_Work task_: In the entries below, count each line where "main" appears. Give the total and nothing more.

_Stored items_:

━━━━━━━━

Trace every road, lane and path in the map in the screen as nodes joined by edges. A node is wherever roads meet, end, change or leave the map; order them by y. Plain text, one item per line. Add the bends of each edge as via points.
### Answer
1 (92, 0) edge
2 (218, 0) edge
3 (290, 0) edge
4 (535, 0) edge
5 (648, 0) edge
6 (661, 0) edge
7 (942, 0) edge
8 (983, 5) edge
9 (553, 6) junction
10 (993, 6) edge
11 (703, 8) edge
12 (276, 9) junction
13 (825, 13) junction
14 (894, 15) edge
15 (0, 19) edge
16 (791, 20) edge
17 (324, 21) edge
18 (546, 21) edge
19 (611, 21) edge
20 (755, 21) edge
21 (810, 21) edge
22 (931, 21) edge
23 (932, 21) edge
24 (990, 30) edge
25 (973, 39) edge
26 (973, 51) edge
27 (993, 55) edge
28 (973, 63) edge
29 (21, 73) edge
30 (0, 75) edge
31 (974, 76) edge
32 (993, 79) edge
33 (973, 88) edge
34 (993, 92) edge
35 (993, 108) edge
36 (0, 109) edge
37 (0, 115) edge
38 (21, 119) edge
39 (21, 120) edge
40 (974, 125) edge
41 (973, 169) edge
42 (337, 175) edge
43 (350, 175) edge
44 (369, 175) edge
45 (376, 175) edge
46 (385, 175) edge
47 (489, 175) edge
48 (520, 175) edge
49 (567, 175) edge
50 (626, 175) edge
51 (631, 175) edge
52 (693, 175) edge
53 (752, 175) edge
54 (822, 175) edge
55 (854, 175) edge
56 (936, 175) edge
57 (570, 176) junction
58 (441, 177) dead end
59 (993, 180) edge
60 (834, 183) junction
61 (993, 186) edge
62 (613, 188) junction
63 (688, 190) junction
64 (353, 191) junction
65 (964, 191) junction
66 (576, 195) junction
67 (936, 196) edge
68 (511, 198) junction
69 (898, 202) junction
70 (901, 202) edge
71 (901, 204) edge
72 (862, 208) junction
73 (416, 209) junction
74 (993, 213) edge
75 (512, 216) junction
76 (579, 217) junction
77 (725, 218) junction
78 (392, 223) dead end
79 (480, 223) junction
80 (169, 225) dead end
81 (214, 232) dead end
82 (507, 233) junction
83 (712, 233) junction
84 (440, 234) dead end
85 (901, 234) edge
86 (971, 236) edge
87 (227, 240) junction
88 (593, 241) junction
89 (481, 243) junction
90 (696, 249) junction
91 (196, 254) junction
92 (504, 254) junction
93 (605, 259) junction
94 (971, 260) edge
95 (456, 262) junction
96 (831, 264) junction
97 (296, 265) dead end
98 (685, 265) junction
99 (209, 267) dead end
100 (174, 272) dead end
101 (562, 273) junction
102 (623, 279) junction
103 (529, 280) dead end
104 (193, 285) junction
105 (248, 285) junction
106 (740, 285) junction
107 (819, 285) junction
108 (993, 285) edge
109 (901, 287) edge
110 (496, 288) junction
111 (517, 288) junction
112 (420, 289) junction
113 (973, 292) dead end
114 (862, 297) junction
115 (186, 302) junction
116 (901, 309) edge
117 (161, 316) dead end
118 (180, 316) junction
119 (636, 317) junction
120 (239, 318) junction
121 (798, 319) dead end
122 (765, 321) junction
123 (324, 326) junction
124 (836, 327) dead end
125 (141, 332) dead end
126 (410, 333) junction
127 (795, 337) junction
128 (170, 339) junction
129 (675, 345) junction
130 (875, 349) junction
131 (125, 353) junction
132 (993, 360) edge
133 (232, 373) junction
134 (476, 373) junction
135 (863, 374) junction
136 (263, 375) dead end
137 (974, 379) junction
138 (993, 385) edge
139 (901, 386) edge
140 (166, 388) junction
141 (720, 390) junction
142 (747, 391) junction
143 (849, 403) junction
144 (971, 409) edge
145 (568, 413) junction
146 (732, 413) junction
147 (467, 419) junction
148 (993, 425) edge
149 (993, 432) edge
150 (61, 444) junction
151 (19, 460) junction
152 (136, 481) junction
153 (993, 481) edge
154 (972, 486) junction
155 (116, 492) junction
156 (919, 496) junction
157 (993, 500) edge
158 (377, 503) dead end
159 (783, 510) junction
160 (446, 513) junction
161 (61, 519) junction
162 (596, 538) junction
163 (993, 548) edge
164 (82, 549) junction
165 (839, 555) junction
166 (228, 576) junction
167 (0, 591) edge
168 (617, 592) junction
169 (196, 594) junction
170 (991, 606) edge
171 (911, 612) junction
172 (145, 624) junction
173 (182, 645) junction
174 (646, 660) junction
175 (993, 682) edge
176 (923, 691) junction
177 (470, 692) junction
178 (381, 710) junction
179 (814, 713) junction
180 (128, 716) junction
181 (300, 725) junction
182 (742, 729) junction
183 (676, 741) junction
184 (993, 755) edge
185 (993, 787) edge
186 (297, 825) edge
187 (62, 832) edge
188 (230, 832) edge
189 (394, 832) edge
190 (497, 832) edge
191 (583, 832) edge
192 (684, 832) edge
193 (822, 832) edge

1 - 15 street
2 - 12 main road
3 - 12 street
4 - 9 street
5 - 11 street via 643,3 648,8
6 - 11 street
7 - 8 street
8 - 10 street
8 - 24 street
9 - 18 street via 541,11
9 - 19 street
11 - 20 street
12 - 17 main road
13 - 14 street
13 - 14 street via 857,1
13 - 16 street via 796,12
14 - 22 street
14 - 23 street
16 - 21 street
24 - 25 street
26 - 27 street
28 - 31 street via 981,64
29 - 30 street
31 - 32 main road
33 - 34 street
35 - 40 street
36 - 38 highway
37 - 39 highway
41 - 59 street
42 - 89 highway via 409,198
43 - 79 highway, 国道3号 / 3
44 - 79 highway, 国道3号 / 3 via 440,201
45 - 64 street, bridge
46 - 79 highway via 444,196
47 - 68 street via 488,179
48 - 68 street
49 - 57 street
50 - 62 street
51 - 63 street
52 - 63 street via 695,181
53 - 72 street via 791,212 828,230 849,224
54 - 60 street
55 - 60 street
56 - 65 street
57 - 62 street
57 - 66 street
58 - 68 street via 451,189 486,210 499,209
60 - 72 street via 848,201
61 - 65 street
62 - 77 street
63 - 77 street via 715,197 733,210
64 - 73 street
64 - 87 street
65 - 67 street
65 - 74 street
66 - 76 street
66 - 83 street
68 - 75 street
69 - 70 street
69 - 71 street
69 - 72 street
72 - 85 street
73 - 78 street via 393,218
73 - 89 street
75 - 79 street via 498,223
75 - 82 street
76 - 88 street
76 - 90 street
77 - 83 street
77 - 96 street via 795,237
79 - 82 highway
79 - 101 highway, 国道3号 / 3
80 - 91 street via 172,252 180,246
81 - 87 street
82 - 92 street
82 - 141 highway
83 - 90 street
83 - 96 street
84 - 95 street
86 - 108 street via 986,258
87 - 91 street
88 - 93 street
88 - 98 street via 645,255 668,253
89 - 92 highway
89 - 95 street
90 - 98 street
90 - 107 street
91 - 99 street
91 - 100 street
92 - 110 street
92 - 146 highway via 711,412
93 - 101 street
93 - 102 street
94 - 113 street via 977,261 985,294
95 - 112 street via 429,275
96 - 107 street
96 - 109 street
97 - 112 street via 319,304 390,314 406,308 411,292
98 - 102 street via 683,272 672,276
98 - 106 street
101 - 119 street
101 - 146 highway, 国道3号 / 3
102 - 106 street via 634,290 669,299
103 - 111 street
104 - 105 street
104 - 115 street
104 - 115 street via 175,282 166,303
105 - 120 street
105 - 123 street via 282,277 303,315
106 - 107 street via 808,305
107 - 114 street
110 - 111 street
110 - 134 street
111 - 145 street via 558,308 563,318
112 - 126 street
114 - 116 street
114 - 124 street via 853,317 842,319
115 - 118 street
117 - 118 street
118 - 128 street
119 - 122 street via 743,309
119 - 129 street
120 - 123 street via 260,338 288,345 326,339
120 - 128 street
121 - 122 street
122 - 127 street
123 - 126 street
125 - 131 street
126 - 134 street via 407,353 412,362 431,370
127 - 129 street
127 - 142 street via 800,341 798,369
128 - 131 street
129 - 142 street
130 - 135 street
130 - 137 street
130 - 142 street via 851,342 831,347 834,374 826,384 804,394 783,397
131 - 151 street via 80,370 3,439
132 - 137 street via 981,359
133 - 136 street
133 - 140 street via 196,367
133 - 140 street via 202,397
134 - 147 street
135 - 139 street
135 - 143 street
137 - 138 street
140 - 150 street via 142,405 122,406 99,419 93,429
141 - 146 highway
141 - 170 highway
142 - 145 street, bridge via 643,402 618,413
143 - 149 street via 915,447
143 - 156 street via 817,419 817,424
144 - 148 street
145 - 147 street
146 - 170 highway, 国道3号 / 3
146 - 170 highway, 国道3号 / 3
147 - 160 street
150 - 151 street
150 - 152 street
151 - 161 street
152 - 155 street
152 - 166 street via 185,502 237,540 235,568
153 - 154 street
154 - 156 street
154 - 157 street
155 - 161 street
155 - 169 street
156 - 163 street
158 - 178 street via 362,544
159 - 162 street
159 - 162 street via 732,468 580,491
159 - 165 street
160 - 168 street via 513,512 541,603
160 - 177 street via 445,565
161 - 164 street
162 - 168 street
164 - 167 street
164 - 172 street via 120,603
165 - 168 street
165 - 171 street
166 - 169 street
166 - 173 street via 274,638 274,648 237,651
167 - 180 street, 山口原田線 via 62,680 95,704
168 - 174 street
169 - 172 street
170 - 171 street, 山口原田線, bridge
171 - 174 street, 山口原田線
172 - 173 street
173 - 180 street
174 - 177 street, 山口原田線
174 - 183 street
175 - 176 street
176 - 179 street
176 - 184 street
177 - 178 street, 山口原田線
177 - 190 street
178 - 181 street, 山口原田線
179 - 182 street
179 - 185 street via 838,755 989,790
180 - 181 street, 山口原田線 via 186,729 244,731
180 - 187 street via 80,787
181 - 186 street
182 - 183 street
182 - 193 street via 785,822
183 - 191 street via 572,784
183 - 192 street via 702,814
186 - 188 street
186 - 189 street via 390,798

━━━━━━━━

_Exercise result_: 3